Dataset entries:
+---+
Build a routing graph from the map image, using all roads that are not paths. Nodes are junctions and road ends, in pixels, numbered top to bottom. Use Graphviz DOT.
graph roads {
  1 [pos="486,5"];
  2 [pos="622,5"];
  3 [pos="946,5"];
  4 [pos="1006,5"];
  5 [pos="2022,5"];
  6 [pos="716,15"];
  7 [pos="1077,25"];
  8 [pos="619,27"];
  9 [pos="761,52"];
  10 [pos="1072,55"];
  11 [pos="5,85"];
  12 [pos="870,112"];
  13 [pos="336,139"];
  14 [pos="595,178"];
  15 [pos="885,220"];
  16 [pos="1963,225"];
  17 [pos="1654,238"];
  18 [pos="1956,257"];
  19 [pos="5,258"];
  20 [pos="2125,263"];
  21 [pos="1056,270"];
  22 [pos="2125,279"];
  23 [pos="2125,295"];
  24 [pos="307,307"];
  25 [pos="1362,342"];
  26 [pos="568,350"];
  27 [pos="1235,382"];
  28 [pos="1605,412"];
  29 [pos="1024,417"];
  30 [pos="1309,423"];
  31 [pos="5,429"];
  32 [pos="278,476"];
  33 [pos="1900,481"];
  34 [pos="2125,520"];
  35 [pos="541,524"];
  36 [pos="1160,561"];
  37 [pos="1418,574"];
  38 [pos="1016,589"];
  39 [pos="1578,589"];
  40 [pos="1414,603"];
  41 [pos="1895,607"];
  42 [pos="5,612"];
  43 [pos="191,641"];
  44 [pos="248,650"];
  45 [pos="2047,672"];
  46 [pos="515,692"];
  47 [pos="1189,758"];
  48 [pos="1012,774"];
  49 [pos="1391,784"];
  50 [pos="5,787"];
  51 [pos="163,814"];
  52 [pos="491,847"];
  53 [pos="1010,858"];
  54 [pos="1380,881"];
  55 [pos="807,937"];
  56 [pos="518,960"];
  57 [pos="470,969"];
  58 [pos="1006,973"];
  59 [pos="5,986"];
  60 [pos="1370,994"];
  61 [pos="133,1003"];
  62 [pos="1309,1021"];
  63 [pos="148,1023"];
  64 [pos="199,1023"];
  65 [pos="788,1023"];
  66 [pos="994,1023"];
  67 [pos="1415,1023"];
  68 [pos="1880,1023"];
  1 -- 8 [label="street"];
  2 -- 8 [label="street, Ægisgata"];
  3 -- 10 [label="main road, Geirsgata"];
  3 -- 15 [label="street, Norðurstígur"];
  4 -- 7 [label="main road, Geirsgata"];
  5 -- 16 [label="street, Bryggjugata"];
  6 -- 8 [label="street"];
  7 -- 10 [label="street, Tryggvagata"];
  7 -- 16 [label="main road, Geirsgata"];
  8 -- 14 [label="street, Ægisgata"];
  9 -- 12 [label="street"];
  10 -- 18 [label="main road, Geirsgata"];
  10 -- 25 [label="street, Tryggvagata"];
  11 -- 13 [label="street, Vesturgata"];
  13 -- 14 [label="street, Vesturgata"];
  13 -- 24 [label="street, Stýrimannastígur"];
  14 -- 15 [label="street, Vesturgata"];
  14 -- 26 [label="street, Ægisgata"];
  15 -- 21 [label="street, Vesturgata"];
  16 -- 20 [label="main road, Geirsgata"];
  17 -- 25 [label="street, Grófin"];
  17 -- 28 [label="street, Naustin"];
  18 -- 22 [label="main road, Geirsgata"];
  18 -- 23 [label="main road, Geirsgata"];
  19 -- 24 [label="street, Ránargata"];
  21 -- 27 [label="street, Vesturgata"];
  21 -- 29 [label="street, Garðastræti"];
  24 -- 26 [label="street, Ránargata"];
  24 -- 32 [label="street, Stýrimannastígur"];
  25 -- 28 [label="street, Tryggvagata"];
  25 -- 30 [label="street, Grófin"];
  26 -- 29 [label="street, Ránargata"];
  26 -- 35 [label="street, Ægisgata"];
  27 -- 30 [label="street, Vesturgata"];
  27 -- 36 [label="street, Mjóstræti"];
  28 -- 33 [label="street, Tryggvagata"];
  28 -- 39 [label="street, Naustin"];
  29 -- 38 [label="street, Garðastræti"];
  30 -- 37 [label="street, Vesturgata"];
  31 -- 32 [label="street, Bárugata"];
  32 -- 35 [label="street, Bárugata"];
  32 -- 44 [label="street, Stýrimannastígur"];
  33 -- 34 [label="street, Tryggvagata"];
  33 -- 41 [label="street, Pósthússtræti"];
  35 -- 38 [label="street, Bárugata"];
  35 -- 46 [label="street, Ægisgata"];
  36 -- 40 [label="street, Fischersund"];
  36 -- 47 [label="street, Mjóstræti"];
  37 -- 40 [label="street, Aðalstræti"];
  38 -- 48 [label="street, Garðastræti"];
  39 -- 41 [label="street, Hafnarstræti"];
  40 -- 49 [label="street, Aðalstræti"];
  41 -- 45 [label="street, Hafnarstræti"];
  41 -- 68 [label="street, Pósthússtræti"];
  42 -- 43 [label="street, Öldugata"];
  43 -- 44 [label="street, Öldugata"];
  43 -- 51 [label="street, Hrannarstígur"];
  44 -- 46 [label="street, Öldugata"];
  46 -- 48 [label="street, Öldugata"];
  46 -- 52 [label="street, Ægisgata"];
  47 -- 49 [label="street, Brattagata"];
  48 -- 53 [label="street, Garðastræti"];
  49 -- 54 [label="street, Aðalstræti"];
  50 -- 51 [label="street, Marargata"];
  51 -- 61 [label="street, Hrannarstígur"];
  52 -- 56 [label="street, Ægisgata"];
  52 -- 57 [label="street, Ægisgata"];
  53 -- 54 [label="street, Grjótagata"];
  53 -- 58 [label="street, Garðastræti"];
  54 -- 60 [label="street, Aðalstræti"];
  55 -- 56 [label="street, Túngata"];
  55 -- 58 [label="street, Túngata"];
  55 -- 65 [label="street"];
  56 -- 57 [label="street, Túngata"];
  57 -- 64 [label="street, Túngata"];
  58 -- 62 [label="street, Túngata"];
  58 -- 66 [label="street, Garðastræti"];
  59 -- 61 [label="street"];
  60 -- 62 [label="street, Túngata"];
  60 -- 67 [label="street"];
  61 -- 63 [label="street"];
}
+---+
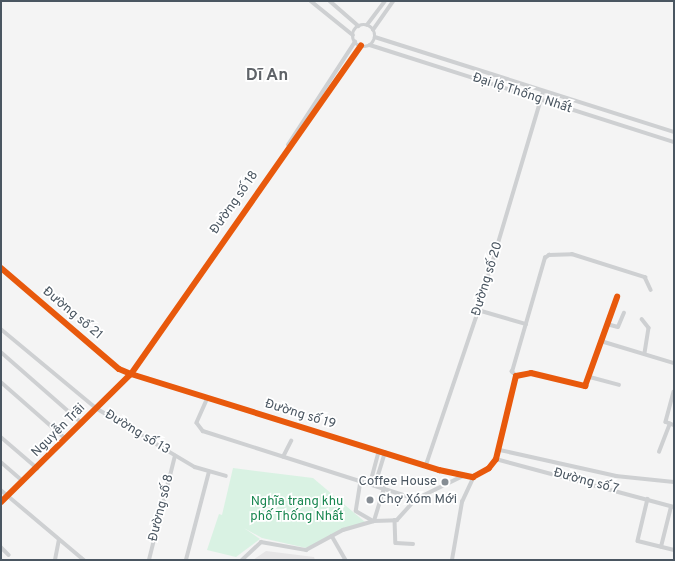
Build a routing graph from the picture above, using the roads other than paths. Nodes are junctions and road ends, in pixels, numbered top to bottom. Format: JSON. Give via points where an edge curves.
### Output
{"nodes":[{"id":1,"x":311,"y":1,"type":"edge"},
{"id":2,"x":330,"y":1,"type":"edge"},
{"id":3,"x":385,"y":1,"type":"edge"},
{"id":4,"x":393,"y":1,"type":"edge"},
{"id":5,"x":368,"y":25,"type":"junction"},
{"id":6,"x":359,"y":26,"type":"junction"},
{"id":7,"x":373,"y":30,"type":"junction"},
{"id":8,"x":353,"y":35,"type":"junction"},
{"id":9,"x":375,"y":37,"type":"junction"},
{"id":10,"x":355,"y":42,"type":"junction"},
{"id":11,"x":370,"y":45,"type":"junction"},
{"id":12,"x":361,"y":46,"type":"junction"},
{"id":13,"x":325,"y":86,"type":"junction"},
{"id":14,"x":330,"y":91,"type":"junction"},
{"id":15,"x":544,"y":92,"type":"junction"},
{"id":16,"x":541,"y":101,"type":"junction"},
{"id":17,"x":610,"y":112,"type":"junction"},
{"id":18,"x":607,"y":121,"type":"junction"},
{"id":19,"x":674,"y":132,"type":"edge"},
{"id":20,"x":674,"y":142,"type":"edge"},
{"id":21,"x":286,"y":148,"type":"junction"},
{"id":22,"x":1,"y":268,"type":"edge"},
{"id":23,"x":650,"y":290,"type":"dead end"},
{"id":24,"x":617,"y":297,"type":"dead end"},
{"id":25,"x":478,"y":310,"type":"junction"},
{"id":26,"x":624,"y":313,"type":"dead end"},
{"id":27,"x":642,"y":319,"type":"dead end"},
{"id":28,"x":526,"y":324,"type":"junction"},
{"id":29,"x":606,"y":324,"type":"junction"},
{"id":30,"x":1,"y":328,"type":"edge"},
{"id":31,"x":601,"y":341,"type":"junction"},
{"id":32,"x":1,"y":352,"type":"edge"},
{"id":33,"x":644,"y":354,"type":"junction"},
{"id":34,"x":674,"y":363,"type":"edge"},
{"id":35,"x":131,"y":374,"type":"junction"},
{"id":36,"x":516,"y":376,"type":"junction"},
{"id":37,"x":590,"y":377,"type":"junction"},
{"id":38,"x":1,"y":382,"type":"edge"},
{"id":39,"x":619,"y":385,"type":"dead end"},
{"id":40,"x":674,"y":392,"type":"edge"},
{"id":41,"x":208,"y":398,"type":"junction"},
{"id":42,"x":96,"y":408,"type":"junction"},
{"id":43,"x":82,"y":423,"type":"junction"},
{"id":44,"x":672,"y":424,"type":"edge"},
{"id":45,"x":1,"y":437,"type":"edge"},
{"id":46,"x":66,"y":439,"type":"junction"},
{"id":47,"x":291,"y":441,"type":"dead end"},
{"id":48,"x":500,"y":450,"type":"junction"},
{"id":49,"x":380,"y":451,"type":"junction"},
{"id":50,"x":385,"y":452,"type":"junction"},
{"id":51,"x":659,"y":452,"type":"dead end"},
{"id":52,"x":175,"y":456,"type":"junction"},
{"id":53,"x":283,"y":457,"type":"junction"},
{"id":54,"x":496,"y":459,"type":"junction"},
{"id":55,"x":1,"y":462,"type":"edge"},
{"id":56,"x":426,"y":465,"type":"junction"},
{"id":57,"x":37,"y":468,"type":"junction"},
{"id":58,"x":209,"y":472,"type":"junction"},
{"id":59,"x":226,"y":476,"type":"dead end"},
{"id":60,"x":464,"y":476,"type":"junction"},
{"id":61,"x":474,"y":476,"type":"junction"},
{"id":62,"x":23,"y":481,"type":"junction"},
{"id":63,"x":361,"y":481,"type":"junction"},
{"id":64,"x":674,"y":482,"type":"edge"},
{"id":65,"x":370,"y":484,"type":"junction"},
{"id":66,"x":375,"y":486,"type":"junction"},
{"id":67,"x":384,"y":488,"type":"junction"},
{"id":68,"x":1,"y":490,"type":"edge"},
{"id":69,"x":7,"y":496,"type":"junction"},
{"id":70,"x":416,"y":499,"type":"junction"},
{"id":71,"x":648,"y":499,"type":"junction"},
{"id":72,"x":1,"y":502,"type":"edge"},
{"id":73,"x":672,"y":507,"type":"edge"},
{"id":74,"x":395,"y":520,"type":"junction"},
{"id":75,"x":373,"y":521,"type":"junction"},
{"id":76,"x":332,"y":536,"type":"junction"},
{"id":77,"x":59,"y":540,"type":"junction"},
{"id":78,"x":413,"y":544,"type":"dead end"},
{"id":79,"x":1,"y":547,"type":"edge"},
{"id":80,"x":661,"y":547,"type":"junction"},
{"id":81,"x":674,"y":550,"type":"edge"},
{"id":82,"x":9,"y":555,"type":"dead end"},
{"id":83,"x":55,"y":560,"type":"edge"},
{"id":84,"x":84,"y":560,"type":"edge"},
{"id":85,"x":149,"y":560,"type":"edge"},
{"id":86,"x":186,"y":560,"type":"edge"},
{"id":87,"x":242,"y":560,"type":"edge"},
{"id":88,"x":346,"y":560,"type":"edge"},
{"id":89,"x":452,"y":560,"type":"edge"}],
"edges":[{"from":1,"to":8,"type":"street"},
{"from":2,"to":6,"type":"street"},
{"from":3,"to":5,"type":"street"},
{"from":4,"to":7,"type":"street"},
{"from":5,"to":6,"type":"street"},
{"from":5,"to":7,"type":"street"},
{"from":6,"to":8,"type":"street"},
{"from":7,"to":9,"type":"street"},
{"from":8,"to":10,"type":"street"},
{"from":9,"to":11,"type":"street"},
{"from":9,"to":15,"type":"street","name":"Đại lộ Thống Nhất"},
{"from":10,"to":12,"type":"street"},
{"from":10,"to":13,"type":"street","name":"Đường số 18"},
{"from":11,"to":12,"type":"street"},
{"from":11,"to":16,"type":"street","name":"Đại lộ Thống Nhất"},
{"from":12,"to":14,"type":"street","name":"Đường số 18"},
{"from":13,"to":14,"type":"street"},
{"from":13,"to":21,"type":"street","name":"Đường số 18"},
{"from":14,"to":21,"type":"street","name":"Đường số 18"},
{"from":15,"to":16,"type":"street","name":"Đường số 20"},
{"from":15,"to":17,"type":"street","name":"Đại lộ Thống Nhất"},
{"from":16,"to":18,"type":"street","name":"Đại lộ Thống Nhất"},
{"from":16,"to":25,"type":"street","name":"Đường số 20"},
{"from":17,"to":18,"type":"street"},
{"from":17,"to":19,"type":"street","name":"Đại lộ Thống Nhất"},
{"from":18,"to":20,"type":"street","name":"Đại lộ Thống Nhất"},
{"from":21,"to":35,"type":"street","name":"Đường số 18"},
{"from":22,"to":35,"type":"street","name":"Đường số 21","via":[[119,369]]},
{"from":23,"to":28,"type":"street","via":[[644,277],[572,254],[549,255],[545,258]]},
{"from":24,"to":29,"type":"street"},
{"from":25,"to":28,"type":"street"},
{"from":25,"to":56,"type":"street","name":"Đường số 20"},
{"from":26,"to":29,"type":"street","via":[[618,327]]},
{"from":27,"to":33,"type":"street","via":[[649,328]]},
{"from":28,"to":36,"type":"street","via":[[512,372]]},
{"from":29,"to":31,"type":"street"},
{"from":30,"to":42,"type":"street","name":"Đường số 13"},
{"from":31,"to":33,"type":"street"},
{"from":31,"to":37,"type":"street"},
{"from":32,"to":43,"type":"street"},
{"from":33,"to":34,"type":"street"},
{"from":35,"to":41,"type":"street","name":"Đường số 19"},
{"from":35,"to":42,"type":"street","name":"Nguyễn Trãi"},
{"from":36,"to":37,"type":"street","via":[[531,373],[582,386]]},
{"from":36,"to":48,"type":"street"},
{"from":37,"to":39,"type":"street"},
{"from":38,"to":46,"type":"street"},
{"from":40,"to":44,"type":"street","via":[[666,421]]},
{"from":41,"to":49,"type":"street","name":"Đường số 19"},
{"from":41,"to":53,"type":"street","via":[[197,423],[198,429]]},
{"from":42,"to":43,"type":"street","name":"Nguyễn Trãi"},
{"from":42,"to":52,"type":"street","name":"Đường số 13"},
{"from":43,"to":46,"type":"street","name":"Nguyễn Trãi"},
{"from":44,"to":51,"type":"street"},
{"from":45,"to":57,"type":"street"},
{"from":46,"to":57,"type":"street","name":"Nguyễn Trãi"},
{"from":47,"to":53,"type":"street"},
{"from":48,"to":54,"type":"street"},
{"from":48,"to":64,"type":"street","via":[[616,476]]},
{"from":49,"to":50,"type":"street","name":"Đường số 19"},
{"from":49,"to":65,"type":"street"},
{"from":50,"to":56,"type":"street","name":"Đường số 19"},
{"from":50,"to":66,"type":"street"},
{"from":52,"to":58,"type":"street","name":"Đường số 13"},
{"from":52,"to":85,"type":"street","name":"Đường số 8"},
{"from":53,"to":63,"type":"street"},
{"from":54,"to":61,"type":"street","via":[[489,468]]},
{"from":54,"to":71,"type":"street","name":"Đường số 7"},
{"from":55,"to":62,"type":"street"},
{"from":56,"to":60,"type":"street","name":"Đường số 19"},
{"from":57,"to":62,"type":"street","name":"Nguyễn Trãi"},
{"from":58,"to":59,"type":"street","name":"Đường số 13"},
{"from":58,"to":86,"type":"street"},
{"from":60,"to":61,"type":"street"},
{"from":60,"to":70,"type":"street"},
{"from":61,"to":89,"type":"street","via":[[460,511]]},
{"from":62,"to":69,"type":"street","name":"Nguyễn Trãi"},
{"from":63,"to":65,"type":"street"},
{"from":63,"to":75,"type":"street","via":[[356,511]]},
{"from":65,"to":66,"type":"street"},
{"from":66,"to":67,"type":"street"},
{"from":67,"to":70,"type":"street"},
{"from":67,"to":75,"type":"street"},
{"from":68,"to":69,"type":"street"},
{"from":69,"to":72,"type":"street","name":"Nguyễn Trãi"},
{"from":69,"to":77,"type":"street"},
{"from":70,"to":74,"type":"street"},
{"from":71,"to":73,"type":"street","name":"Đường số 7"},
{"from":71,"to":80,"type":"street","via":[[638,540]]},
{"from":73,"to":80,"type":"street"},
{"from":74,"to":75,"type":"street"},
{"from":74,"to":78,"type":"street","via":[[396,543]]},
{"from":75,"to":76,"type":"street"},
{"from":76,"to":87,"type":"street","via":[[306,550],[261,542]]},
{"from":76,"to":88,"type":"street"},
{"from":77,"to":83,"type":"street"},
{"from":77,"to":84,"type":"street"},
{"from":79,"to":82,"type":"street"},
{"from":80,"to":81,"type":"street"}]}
+---+
• _Exercise_: For the records above, state how many lines contain "Thống", and nothing more.

• _Exercise result_: 6